Data excerpts:
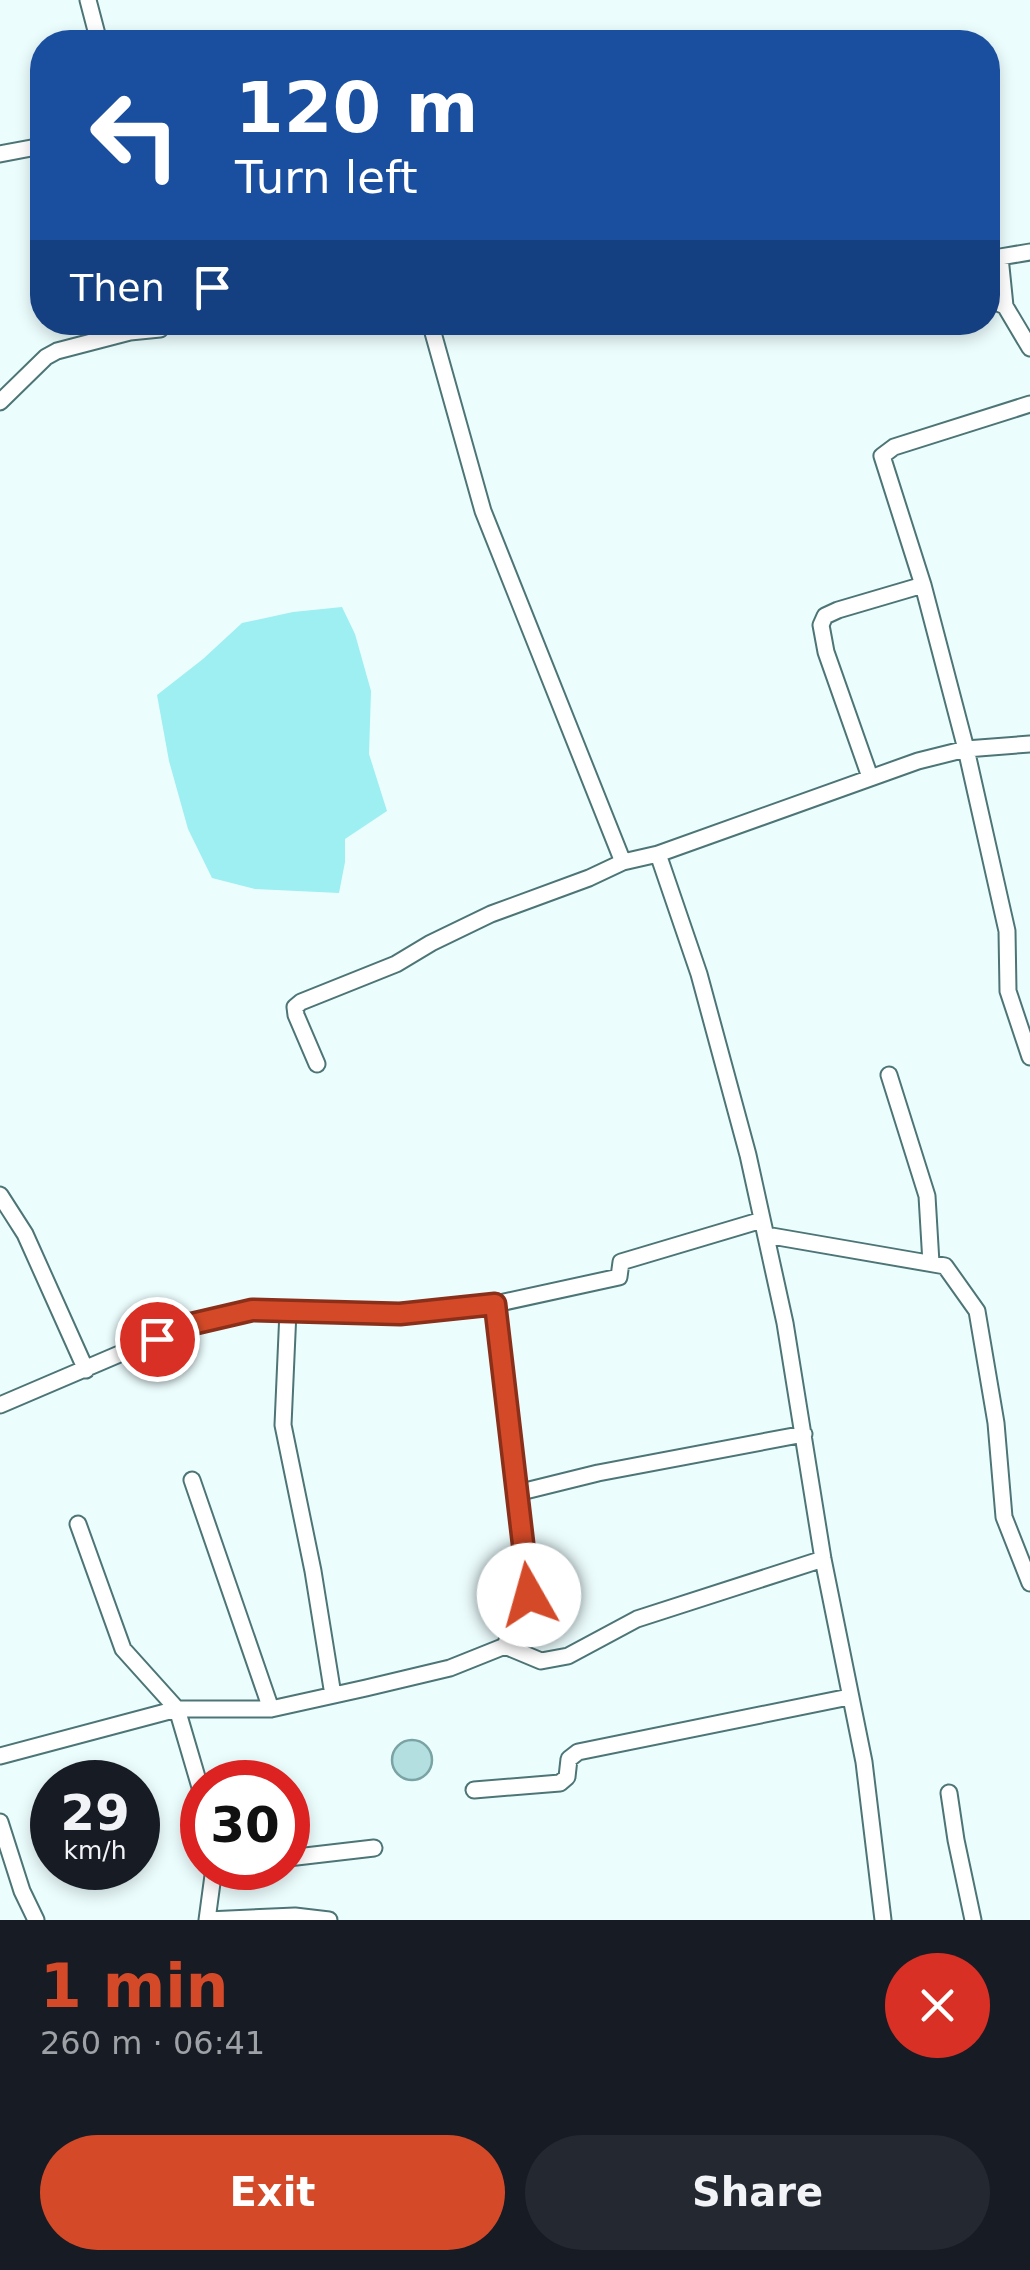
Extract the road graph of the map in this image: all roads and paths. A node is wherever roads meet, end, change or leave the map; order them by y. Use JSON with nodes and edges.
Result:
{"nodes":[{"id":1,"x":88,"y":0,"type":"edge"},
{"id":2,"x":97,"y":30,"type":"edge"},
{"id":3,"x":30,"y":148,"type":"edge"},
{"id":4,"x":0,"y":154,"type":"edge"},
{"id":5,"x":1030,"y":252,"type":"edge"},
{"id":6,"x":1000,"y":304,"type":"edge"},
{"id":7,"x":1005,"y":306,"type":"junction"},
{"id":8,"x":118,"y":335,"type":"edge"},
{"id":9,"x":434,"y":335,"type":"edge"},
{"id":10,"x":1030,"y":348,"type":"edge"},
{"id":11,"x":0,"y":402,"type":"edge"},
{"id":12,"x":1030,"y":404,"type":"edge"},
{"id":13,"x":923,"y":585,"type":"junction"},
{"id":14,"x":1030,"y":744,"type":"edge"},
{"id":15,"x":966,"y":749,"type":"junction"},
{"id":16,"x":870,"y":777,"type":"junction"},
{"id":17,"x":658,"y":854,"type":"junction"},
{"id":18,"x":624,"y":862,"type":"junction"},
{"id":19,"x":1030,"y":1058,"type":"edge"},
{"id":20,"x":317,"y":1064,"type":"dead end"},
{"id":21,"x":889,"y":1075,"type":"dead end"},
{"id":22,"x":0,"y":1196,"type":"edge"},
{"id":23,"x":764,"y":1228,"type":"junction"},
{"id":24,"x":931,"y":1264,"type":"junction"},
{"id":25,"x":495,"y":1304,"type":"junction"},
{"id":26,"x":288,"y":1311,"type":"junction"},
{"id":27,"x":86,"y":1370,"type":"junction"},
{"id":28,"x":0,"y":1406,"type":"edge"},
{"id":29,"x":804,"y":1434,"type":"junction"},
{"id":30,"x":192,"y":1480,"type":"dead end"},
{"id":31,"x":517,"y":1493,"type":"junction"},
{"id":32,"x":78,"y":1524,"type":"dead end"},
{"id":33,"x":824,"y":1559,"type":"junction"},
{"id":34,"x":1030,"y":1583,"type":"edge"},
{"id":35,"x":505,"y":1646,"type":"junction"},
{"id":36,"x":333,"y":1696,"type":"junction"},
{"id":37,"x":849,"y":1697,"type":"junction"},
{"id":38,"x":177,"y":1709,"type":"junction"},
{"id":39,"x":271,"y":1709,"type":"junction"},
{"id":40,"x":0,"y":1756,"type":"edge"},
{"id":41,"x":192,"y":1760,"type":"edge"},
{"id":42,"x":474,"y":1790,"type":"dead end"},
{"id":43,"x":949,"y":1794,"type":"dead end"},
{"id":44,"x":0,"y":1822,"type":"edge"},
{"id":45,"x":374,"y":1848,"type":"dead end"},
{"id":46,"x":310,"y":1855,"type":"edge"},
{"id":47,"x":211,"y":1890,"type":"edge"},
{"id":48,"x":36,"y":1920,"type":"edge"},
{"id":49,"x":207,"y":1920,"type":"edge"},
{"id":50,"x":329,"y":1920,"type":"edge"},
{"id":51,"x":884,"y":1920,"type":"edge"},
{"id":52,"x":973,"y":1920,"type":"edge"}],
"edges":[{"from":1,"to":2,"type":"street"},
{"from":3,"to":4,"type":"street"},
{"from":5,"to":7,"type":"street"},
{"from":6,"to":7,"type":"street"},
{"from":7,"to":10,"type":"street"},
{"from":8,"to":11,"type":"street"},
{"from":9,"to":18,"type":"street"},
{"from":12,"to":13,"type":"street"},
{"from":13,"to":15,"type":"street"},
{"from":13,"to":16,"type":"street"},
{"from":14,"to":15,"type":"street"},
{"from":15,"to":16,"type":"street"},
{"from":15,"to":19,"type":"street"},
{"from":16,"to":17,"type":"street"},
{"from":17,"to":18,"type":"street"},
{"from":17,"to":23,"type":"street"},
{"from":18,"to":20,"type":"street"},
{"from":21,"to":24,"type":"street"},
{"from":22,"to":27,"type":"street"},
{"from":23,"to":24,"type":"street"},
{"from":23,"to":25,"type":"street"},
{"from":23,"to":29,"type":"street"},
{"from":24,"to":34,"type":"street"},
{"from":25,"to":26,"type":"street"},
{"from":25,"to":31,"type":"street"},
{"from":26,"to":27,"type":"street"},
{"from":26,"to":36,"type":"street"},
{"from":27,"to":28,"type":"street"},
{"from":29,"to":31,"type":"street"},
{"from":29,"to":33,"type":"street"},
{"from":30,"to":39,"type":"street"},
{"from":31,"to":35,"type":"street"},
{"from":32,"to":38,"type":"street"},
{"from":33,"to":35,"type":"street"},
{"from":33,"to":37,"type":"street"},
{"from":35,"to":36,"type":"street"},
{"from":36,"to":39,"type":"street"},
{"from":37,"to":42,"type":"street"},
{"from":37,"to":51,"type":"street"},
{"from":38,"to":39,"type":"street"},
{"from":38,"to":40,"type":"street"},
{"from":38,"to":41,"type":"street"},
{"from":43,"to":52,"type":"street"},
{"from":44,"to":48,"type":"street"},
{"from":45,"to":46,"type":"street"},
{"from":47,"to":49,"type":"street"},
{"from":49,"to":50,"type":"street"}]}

...

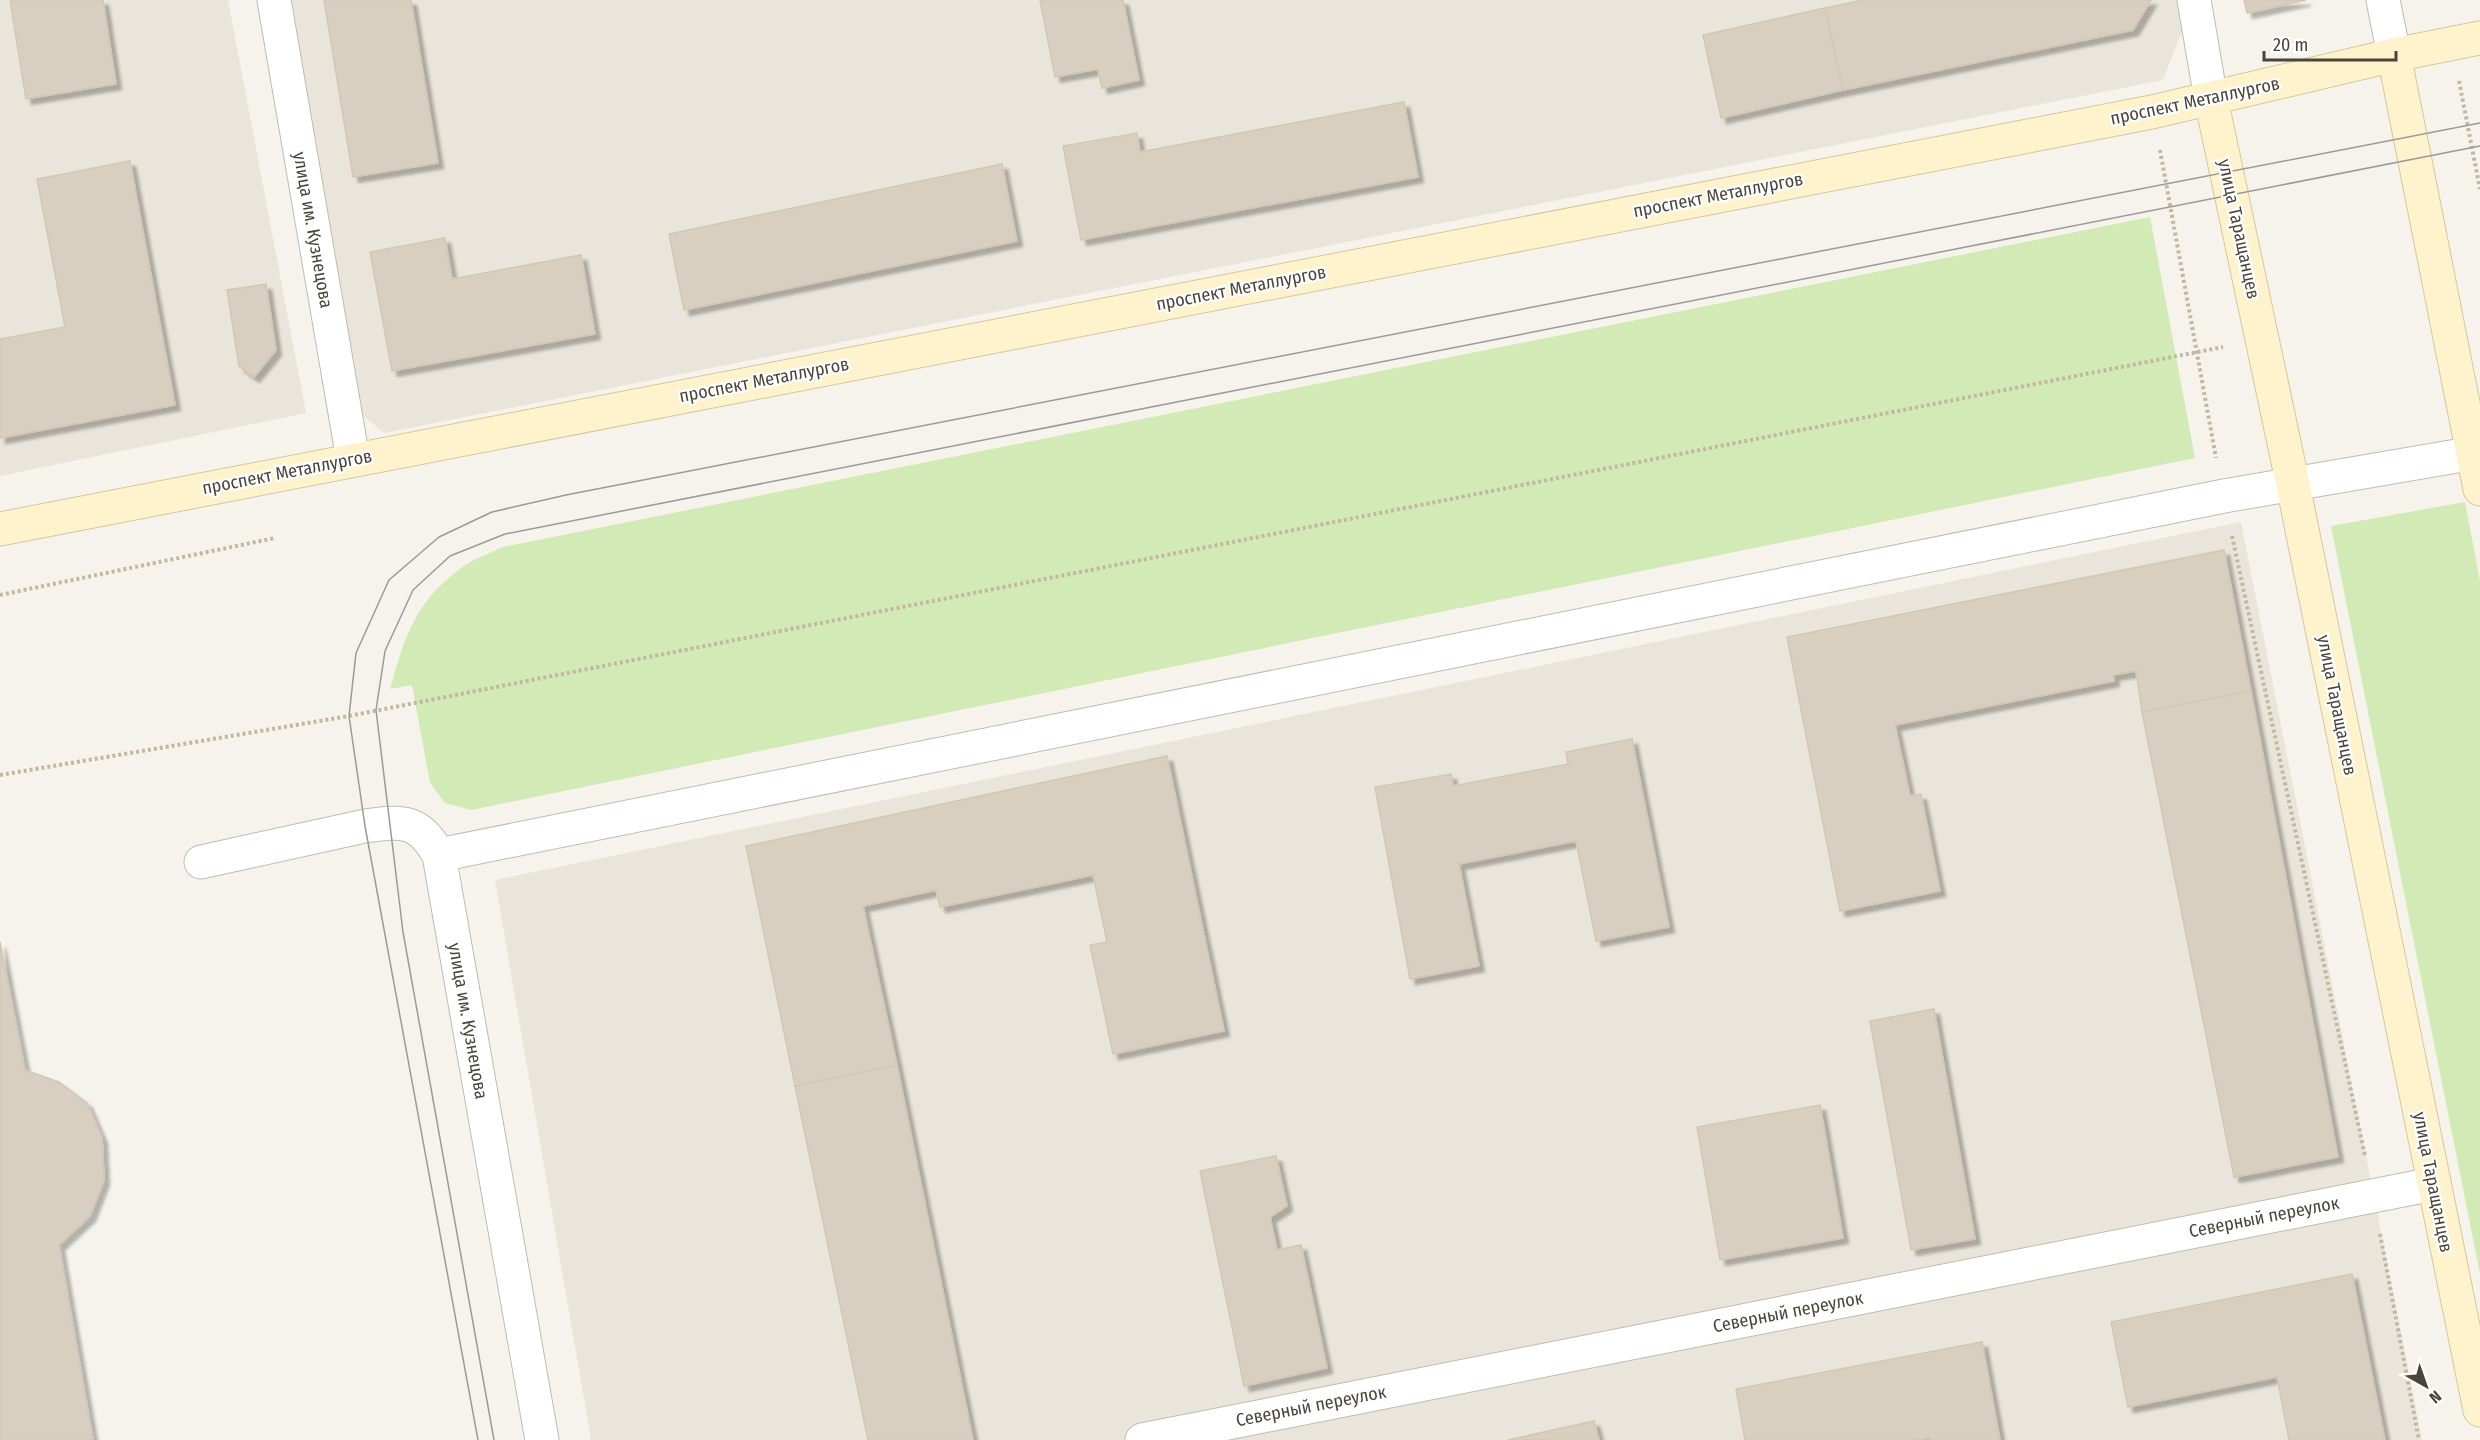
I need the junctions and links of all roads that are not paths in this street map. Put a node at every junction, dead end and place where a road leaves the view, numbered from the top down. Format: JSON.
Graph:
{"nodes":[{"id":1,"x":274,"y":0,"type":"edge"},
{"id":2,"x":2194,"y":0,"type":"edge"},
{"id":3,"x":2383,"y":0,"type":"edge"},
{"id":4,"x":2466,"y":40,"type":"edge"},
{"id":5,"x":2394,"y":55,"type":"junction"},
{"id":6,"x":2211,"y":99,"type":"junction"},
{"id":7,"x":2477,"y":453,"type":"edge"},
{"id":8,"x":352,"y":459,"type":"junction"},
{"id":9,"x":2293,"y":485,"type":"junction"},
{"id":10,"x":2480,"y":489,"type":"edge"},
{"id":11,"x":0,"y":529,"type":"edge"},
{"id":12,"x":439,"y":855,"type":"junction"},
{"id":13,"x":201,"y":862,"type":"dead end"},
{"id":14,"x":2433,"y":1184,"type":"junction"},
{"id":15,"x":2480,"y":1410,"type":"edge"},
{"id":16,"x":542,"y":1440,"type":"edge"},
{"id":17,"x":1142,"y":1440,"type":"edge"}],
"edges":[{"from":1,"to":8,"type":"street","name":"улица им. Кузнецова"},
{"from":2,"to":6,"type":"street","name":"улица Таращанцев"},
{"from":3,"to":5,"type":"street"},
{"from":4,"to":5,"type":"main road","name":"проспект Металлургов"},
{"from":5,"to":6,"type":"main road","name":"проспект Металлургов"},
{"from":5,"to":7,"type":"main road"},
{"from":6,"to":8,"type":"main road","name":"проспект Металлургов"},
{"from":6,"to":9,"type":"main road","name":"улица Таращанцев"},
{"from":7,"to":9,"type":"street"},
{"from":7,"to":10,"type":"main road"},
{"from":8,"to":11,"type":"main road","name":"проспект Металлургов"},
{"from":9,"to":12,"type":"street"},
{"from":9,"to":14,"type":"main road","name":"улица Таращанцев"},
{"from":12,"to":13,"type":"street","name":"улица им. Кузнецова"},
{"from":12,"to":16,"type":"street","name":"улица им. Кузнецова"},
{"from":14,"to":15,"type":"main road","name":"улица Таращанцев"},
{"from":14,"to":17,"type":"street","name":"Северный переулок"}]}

Problem:
Every line that contains the string "проспект" should be returned from the data.

Output:
{"from":4,"to":5,"type":"main road","name":"проспект Металлургов"},
{"from":5,"to":6,"type":"main road","name":"проспект Металлургов"},
{"from":6,"to":8,"type":"main road","name":"проспект Металлургов"},
{"from":8,"to":11,"type":"main road","name":"проспект Металлургов"},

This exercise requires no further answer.